Hanoï fait main-basse sur le monastère de Thien-An.
Malgré les protestations des bénédictins, le gouvernement vietnamien
communiste confisque le site de Thien-An pour y créer un parc de
loisirs.
«Les frères ne pourront pas rester à Thien-An dans de telles conditions
! »
Avec une peine évidente, le P.
Thierry Portevin, président de la congrégation bénédictine de Subiaco, à
Rome, lâche son verdict. L'évolution du « dossier » Thien-An, ces
derniers
jours, ne laisse guère place à l'optimisme. Début juillet, le premier
ministre vietnamien signait en effet l'acte officiel de confiscation des
terrains appartenant à ce monastère, fondé en 1940 par quelques moines
de La
Pierre-qui-Vire (Yonne). Ceux-ci avaient acquis 140 ha, à 4 km de Hué,
grande ville du centre du pays où l'on visite les tombeaux des
empereurs.
« Depuis le monastère, on aperçoit les mâts de l'ancienne capitale
impériale », raconte le P. Portevin qui s'était rendu sur place il y a
deux
ans. La communauté de Thien-An, qui compte désormais une trentaine de
moines
vietnamiens (dont les deux tiers sont des jeunes en formation) s'était
rapidement agrandie, subvenant à ses besoins tout en contribuant au
développement de la région : plantations et irrigations, création d'un
lac
pour alimenter en eau les villages alentour, écoles et dispensaires...
Un
patient travail et un site aujourd'hui gravement menacés.
Le gouvernement local a décidé, en 1998, d'annexer Thien-An pour en
faire...
un vaste parc de loisirs. Les moines, qui ont appris la nouvelle par des
affichettes collées en ville, ont été d'autant plus prompts à protester
qu'ils venaient de construire une église et une hôtellerie. Et « si ces
collines qui n'étaient que friches sont devenues un lieu d'excursion
touristique, c'est bien grâce aux moines », poursuit le P. Portevin.
Malgré leurs protestations, un premier chantier commençait autour du lac
en
mars 2000, tandis qu'un autre, dans la forêt, visait à construire des
hôtels, casinos et salles de jeux. Autant de projets « contraires au
silence
et à l'esprit monastiques », comme le résume le P. Portevin. En juin
2000
toutefois, tous les travaux étaient interrompus, dans l'attente de la
décision définitive du gouvernement national.

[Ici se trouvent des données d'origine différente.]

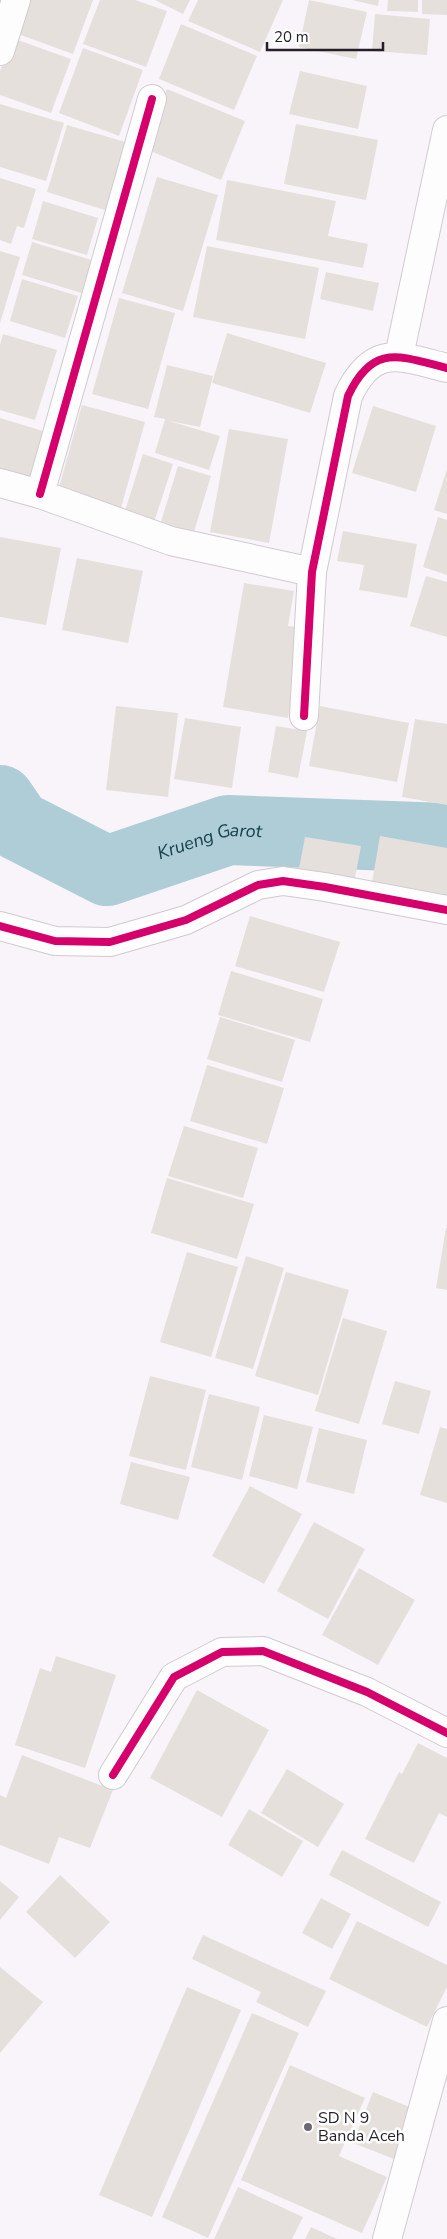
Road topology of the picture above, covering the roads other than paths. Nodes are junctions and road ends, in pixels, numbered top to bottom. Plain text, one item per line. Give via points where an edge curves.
1 (16, 0) edge
2 (0, 51) edge
3 (152, 99) dead end
4 (447, 130) edge
5 (399, 356) junction
6 (447, 368) edge
7 (0, 483) edge
8 (40, 494) junction
9 (312, 572) junction
10 (304, 716) dead end
11 (447, 910) edge
12 (0, 926) edge
13 (447, 1733) edge
14 (113, 1775) dead end
15 (447, 2021) edge
16 (441, 2070) edge
17 (387, 2239) edge

1 - 2 street
3 - 8 street
4 - 5 street
5 - 6 street
5 - 9 street via 380,358 370,365 348,396
7 - 8 street
8 - 9 street via 171,541
9 - 10 street
11 - 12 street via 283,881 258,885 186,920 110,942 55,941
13 - 14 street via 367,1692 263,1652 222,1652 174,1677
15 - 16 street
16 - 17 street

Celle-ci vient de
tomber...
Depuis dix jours, les bénédictins s'opposent énergiquement à cette
spoliation. Le 2 juillet, l'abbé de Thien-An, le P. Stéphane, et sept
frères
ont manifesté à Hanoï, malgré l'intervention de la police, devant le
palais
du premier ministre, Phan Van Khai. Deux jours plus tard, le P. Stéphane
rencontrait une délégation de fonctionnaires nationaux. Entre-temps, le
P.
Portevin écrivait de son côté au premier ministre vietnamien pour lui
demander d'annuler au moins « l'ultime confiscation » de l'orangeraie (3
ha), devenue l'unique moyen de subsistance des moines.
« Une annulation, poursuivait le président de Subiaco, qui servirait
grandement la réputation de votre gouvernement, non seulement dans tout
le
monde religieux mais aussi dans l'opinion internationale. » Depuis
quelques
années, le Vietnam communiste donne des gages d'ouverture sur le plan
ecclésial, notamment en rouvrant certains grands séminaires, en
augmentant
le quota des ordinations sacerdotales, en restaurant d'anciennes églises
ou
en autorisant certains prêtres à poursuivre leurs études de théologie en
Europe.
Aujourd'hui, il semble assuré que les moines pourront garder deux
hectares
de terrain autour de leurs bâtiments et l'orangeraie. Mais celle-ci
risque
fort d'être totalement ou partiellement inondée quand le lac aura
atteint
son niveau d'eau maximal, à la fin des travaux. Autre détail vexant : le
monastère doit dorénavant solliciter l'autorisation des autorités
locales
pour puiser, dans « son » lac, l'eau nécessaire à ses irrigations.
Depuis le début de ce conflit entre les bénédictins et le gouvernement,
ce
dernier n'a jamais voulu reconnaître la validité des actes de propriété
des
moines, prétextant que, depuis l'arrivée des communistes au pouvoir en
1975,
tout le site de Thien-An appartient à l'Etat. Il semble que les moines
n'aient guère d'autres solutions, désormais, que d'exiger du
gouvernement un
autre site en échange de celui qui leur a été confisqué.